The next day my massage therapist of many years worked on me for 2 hours. Again, I felt a slight improvement in my general condition. Every other day I would have a massage, getting acupuncture treatments on the alternate days, that yielded very slight improvements each time. I have also, on the advice of my hero, Jordan Hoffman, switched my diet to dairy-free, all organic, lots of kale and other super-foods. The change in my energy is remarkable. People keep stuffing me with good food. And I actually walked into Dr. Hoffman’s office on my own steam for my second appointment! Slowly, but mobile.
And that is how I have been recovering. The daily improvements are slight, but very welcome. This has turned out to be a long haul. Albeit, a very unexpected one. It’s still difficult for me to believe that this happened. How could it happen? Why are the medical “experts” so aloof about the situation? These are things that will be more aggressively pondered as I continue to “get my brain back.” Right now I am just focusing all of my energy on being able to resume my life. But if anyone reading this saga knows of someone who has gone through the same experience, please let me know. This is an issue that needs to be talked about, not swept under the rug and certainly not allowed to continue to happen.

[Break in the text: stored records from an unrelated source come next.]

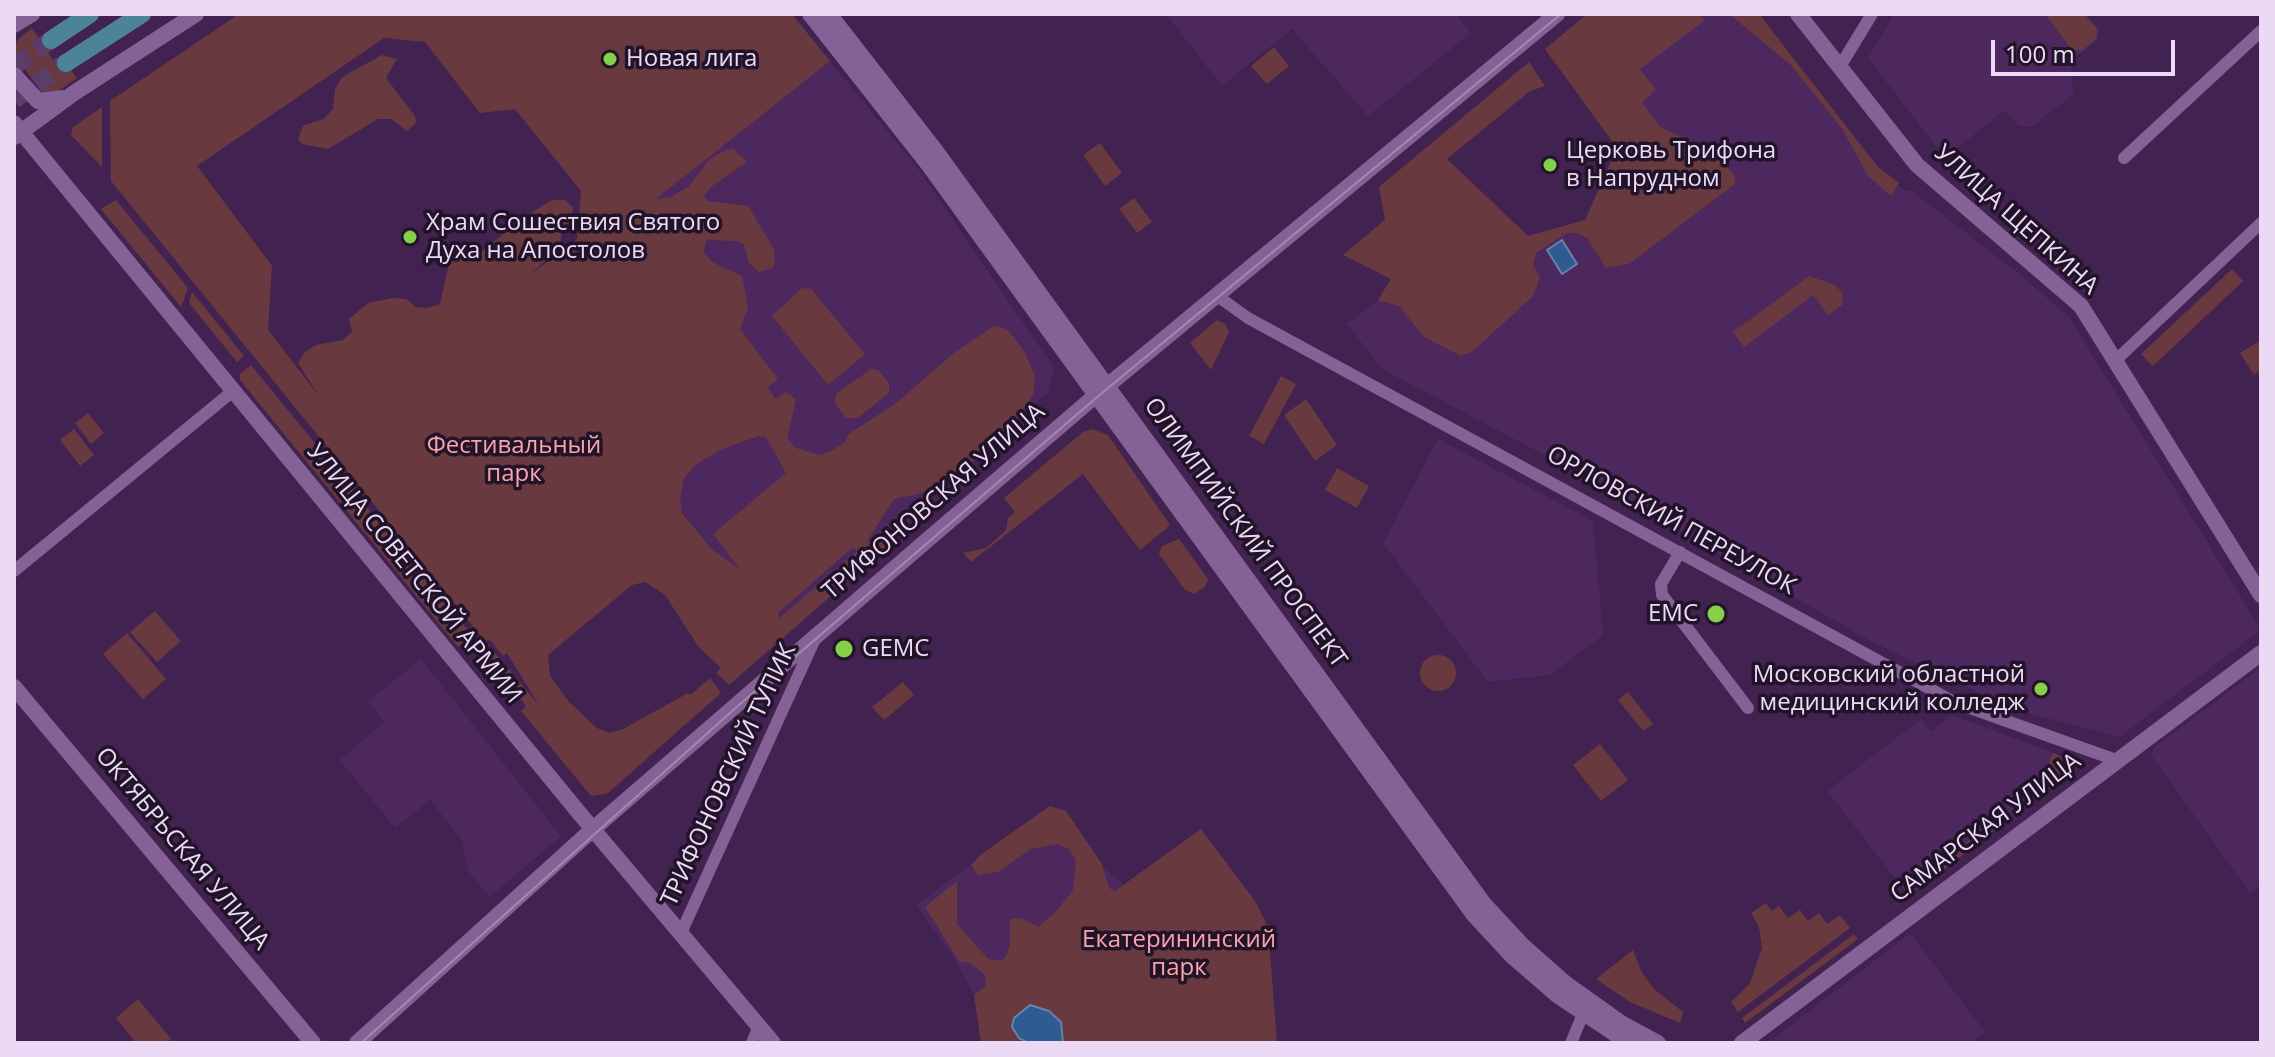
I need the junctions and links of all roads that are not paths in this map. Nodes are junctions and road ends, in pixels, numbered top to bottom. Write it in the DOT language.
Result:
graph roads {
  1 [pos="32,14"];
  2 [pos="90,14"];
  3 [pos="142,14"];
  4 [pos="196,14"];
  5 [pos="810,14"];
  6 [pos="829,14"];
  7 [pos="1557,14"];
  8 [pos="1798,14"];
  9 [pos="1872,14"];
  10 [pos="14,25"];
  11 [pos="2261,31"];
  12 [pos="51,40"];
  13 [pos="66,63"];
  14 [pos="1839,68"];
  15 [pos="14,75"];
  16 [pos="74,93"];
  17 [pos="16,131"];
  18 [pos="2124,158"];
  19 [pos="2261,223"];
  20 [pos="1216,295"];
  21 [pos="2115,361"];
  22 [pos="233,391"];
  23 [pos="1101,391"];
  24 [pos="1680,552"];
  25 [pos="14,571"];
  26 [pos="2261,595"];
  27 [pos="817,635"];
  28 [pos="2261,653"];
  29 [pos="14,687"];
  30 [pos="1748,708"];
  31 [pos="2116,760"];
  32 [pos="593,829"];
  33 [pos="681,933"];
  34 [pos="1583,1014"];
  35 [pos="759,1026"];
  36 [pos="313,1043"];
  37 [pos="357,1043"];
  38 [pos="752,1043"];
  39 [pos="773,1043"];
  40 [pos="1571,1043"];
  41 [pos="1629,1043"];
  42 [pos="1658,1043"];
  43 [pos="1742,1043"];
  1 -- 10 [label="main road"];
  2 -- 12 [label="main road"];
  3 -- 13 [label="main road"];
  4 -- 16 [label="main road"];
  5 -- 23 [label="main road, ОЛИМПИЙСКИЙ ПРОСПЕКТ"];
  6 -- 23 [label="main road, ОЛИМПИЙСКИЙ ПРОСПЕКТ"];
  7 -- 20 [label="main road, ТРИФОНОВСКАЯ УЛИЦА"];
  8 -- 14 [label="main road, УЛИЦА ЩЕПКИНА"];
  9 -- 14 [label="street"];
  11 -- 18 [label="street"];
  14 -- 21 [label="main road, УЛИЦА ЩЕПКИНА"];
  15 -- 16 [label="main road"];
  16 -- 17 [label="main road"];
  17 -- 22 [label="main road, УЛИЦА СОВЕТСКОЙ АРМИИ"];
  19 -- 21 [label="street"];
  20 -- 23 [label="main road, ТРИФОНОВСКАЯ УЛИЦА"];
  20 -- 24 [label="street, ОРЛОВСКИЙ ПЕРЕУЛОК"];
  21 -- 26 [label="main road, УЛИЦА ЩЕПКИНА"];
  22 -- 25 [label="street"];
  22 -- 32 [label="main road, УЛИЦА СОВЕТСКОЙ АРМИИ"];
  23 -- 27 [label="main road, ТРИФОНОВСКАЯ УЛИЦА"];
  23 -- 34 [label="main road, ОЛИМПИЙСКИЙ ПРОСПЕКТ"];
  23 -- 42 [label="main road, ОЛИМПИЙСКИЙ ПРОСПЕКТ"];
  24 -- 30 [label="street"];
  24 -- 31 [label="street, ОРЛОВСКИЙ ПЕРЕУЛОК"];
  27 -- 32 [label="main road, ТРИФОНОВСКАЯ УЛИЦА"];
  27 -- 33 [label="street, ТРИФОНОВСКИЙ ТУПИК"];
  28 -- 31 [label="main road, САМАРСКАЯ УЛИЦА"];
  29 -- 36 [label="main road, ОКТЯБРЬСКАЯ УЛИЦА"];
  31 -- 43 [label="main road, САМАРСКАЯ УЛИЦА"];
  32 -- 33 [label="main road, УЛИЦА СОВЕТСКОЙ АРМИИ"];
  32 -- 37 [label="main road, ТРИФОНОВСКАЯ УЛИЦА"];
  33 -- 35 [label="main road, УЛИЦА СОВЕТСКОЙ АРМИИ"];
  34 -- 40 [label="street"];
  34 -- 41 [label="main road, ОЛИМПИЙСКИЙ ПРОСПЕКТ"];
  35 -- 38 [label="street"];
  35 -- 39 [label="main road, УЛИЦА СОВЕТСКОЙ АРМИИ"];
}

For the lack of a better term, I have taken to calling it a “Neurological Breakdown.” I have stopped hallucinating, my taste buds are back and I finally went back to work 2 weeks ago. The dizziness was the last symptom to disappear. My memory was still a bit sketchy when I first returned to work, but it’s improving every day.

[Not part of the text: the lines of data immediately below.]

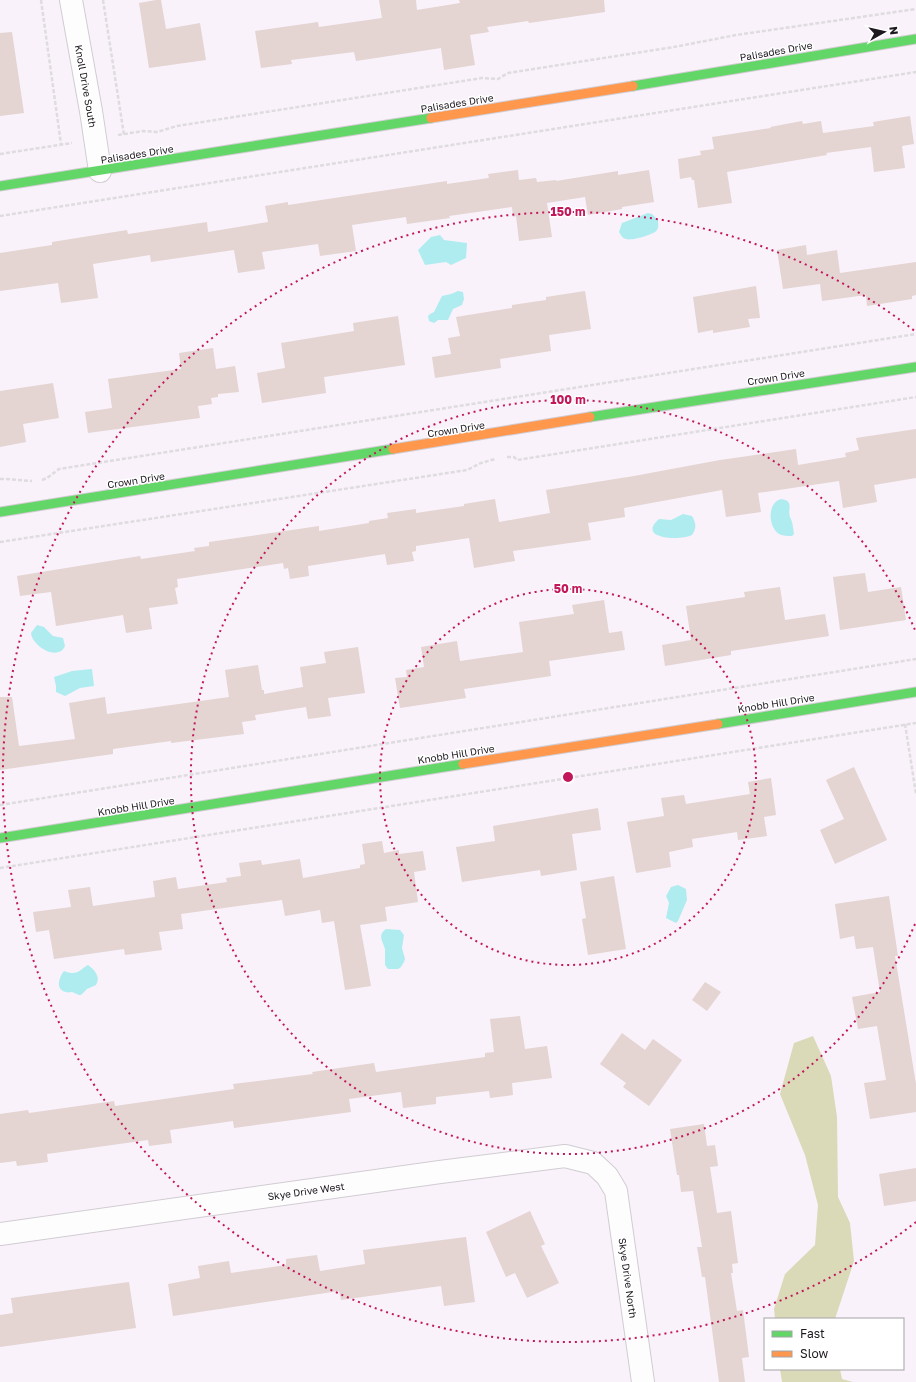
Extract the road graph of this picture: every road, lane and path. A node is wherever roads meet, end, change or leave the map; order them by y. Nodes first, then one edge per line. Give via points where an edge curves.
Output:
1 (40, 0) edge
2 (71, 0) edge
3 (103, 0) edge
4 (916, 9) edge
5 (916, 39) edge
6 (916, 72) edge
7 (124, 135) junction
8 (95, 139) junction
9 (61, 144) junction
10 (0, 154) edge
11 (100, 171) junction
12 (0, 186) edge
13 (0, 216) edge
14 (916, 334) edge
15 (916, 367) edge
16 (916, 397) edge
17 (499, 457) dead end
18 (506, 457) dead end
19 (0, 479) edge
20 (0, 512) edge
21 (0, 542) edge
22 (916, 659) edge
23 (916, 692) edge
24 (916, 723) edge
25 (905, 724) junction
26 (916, 794) edge
27 (0, 805) edge
28 (0, 838) edge
29 (0, 868) edge
30 (607, 1176) joint
31 (0, 1234) edge
32 (643, 1382) edge

1 - 9 path
2 - 8 street, Knoll Drive South
3 - 7 path
4 - 7 path via 736,35 508,73 498,78 482,78 185,124 157,132 144,131
5 - 11 street, Palisades Drive
6 - 13 path
7 - 8 path
8 - 9 path
8 - 11 street, Knoll Drive South
9 - 10 path
11 - 12 street, Palisades Drive
14 - 19 path via 59,469 38,481
15 - 20 street, Crown Drive
16 - 18 path via 517,460 514,456
17 - 21 path via 467,470
22 - 27 path
23 - 28 street, Knobb Hill Drive
24 - 25 path
25 - 26 path
25 - 29 path
30 - 31 street, Skye Drive West via 593,1163 565,1156
30 - 32 street, Skye Drive North via 616,1190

Thank you for your patience for reading this seemingly endless saga (I know how you feel!) but between my experience and your helping to get the word out, we can hopefully change the attitudes of MDs and pharmaceuticals and the outcomes of innocent patients steadfastly following instructions, not prepared to end life as they know it.
Daytime Confidential reports that as a result of Scott missing numerous tape dates, “Y&R” was in the process of possibly temporarily recasting the role of Nikki Newman with Jessica Tuck (“One Life to Live,” “True Blood”).